■ Task item ■
For each line below, check for the word "nodes", then state how many lines contain it, with no other output.

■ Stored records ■
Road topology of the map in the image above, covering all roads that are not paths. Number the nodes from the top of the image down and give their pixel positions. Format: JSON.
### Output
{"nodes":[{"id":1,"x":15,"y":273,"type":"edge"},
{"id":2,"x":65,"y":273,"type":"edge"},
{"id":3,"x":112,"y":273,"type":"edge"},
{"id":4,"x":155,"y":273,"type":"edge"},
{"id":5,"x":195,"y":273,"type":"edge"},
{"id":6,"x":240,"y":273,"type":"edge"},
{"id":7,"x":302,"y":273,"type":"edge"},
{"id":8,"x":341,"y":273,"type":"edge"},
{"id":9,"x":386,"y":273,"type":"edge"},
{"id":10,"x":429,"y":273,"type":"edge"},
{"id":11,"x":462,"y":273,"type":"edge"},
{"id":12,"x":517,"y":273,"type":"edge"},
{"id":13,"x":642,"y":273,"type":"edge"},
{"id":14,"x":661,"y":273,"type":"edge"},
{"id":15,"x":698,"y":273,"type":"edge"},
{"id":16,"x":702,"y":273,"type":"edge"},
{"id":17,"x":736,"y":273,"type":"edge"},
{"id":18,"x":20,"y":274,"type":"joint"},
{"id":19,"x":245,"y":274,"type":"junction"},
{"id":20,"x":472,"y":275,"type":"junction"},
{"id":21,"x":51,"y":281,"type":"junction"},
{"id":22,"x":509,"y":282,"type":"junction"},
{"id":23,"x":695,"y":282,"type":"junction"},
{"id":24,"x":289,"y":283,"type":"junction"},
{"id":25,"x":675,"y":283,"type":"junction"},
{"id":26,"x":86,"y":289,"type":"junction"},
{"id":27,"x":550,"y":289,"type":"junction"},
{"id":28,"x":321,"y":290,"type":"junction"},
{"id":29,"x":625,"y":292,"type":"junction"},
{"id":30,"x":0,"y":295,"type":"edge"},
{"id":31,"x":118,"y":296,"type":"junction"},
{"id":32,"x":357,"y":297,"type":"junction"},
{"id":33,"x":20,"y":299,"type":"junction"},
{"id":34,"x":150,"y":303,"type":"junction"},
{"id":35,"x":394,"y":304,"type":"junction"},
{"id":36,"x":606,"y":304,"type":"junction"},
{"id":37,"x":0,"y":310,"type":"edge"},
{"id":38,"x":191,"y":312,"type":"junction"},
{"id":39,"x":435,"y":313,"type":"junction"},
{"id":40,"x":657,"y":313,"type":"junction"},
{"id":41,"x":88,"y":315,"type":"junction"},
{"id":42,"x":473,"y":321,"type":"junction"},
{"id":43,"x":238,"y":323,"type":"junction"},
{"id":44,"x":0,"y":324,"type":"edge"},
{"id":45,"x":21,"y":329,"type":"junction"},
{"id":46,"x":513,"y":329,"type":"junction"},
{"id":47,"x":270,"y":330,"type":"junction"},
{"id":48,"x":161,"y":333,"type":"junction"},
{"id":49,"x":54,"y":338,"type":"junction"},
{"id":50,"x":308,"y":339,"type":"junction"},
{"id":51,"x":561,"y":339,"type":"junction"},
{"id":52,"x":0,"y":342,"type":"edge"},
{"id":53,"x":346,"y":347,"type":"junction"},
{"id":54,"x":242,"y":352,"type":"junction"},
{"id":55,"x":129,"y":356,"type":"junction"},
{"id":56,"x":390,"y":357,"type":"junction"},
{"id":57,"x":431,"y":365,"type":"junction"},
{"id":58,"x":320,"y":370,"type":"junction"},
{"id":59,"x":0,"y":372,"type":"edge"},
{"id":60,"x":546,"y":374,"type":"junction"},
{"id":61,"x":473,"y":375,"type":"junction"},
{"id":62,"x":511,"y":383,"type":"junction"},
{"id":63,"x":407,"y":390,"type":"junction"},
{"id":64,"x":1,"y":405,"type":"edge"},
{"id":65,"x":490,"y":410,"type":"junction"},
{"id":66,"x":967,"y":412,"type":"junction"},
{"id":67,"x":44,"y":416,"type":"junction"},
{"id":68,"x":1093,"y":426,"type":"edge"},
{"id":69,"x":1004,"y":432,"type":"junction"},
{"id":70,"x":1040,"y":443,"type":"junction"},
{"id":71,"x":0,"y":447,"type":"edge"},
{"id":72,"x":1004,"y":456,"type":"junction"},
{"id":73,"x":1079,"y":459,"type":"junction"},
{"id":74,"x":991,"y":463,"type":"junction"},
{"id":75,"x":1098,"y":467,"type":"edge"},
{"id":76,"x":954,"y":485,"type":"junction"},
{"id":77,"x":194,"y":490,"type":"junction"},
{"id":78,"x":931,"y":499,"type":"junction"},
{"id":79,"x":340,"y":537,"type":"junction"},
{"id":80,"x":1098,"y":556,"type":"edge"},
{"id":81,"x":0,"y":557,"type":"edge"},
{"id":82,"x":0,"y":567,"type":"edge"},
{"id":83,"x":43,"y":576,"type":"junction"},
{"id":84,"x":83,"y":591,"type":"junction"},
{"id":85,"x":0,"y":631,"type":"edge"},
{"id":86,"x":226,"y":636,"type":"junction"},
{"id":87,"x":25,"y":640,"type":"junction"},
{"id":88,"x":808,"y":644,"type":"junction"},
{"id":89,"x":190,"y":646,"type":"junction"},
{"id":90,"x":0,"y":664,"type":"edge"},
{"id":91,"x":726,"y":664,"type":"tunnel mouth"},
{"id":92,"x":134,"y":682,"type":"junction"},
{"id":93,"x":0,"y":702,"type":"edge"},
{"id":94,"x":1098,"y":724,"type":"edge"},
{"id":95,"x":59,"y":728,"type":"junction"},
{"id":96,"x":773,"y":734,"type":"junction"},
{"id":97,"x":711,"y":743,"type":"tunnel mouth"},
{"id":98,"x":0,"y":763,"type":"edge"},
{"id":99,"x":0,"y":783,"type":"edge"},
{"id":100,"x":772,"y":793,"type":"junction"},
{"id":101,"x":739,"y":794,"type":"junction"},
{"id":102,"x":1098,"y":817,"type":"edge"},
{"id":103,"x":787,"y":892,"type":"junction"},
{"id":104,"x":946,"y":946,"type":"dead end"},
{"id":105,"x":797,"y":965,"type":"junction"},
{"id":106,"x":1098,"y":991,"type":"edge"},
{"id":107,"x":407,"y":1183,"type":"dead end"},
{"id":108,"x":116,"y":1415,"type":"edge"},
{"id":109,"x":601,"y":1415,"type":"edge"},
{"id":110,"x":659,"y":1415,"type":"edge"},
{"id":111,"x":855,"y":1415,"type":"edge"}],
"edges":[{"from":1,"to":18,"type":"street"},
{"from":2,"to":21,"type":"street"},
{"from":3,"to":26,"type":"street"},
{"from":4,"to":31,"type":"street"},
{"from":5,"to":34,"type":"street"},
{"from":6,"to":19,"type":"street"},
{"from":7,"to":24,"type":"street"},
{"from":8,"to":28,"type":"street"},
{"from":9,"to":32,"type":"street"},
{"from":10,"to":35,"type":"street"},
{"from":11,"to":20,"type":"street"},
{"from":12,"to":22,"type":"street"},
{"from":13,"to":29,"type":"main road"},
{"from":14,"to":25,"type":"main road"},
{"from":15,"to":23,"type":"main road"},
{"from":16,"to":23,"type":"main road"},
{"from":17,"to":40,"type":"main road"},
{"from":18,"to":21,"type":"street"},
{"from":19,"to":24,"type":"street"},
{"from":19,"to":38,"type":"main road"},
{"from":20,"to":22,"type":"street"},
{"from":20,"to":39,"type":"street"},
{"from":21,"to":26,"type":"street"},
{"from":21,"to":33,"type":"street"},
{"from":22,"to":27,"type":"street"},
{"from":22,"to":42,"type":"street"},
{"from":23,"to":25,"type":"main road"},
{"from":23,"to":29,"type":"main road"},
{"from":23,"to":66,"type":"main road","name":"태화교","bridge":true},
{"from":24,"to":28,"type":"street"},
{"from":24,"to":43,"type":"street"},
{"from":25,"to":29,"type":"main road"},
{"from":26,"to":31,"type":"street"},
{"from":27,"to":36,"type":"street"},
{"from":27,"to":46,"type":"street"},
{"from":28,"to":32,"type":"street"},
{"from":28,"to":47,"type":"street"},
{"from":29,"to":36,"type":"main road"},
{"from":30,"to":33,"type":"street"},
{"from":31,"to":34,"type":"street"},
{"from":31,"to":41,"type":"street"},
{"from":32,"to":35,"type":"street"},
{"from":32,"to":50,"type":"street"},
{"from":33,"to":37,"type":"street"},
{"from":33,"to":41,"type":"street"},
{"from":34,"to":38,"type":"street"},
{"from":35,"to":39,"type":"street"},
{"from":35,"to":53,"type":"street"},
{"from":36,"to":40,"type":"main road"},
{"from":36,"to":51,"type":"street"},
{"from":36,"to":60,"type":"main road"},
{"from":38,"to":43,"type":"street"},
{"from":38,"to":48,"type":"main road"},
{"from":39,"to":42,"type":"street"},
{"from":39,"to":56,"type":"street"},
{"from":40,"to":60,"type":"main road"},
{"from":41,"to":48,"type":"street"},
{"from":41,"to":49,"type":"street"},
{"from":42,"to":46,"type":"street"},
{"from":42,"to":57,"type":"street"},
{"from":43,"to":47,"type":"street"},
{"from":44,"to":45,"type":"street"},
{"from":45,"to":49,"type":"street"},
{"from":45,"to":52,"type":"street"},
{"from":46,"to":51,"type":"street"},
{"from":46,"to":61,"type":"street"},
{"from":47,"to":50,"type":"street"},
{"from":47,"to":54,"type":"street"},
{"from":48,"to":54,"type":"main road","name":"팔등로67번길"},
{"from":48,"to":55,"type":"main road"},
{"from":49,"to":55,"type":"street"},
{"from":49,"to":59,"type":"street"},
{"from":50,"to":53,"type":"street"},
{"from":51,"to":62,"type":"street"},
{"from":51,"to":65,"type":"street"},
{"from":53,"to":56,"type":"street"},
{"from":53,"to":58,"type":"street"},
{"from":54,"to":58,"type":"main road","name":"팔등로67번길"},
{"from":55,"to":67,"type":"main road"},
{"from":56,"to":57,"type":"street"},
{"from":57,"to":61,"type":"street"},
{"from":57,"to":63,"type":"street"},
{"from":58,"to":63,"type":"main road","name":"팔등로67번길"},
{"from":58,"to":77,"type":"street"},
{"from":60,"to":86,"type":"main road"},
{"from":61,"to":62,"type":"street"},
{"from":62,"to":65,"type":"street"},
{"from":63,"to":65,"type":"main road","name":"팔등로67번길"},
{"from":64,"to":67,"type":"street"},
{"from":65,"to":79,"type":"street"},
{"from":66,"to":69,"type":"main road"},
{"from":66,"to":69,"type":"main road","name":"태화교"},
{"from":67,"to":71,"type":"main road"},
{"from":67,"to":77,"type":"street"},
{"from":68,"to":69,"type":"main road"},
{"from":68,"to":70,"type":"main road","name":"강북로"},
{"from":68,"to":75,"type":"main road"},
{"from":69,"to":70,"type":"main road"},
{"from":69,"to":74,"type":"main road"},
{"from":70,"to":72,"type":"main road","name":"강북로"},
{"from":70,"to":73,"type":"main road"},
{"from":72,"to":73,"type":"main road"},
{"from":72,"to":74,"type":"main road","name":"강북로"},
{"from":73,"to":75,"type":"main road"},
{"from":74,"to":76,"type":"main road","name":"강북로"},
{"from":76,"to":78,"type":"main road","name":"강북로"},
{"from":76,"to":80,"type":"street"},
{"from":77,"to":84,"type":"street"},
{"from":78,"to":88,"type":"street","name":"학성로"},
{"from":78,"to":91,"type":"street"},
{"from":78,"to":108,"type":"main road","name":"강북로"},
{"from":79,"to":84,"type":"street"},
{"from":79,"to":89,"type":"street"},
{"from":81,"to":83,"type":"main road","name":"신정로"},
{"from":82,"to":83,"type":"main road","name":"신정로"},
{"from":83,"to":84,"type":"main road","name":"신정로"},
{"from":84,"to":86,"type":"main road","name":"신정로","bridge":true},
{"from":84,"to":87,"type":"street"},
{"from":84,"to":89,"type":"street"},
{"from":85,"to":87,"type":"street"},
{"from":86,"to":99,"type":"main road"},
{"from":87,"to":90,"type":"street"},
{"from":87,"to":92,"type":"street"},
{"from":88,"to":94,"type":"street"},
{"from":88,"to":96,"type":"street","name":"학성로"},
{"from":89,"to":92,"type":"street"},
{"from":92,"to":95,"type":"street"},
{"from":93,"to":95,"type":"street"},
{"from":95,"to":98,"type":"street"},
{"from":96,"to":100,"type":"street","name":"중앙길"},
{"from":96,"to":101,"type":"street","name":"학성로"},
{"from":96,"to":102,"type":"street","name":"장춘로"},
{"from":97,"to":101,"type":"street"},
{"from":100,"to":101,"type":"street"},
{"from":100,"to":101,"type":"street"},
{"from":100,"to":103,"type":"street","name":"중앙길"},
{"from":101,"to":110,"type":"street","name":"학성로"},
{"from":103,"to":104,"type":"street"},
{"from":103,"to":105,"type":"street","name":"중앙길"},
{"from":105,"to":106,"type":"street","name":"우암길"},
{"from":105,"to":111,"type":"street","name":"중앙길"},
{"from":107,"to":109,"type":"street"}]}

■ Worked solution ■
2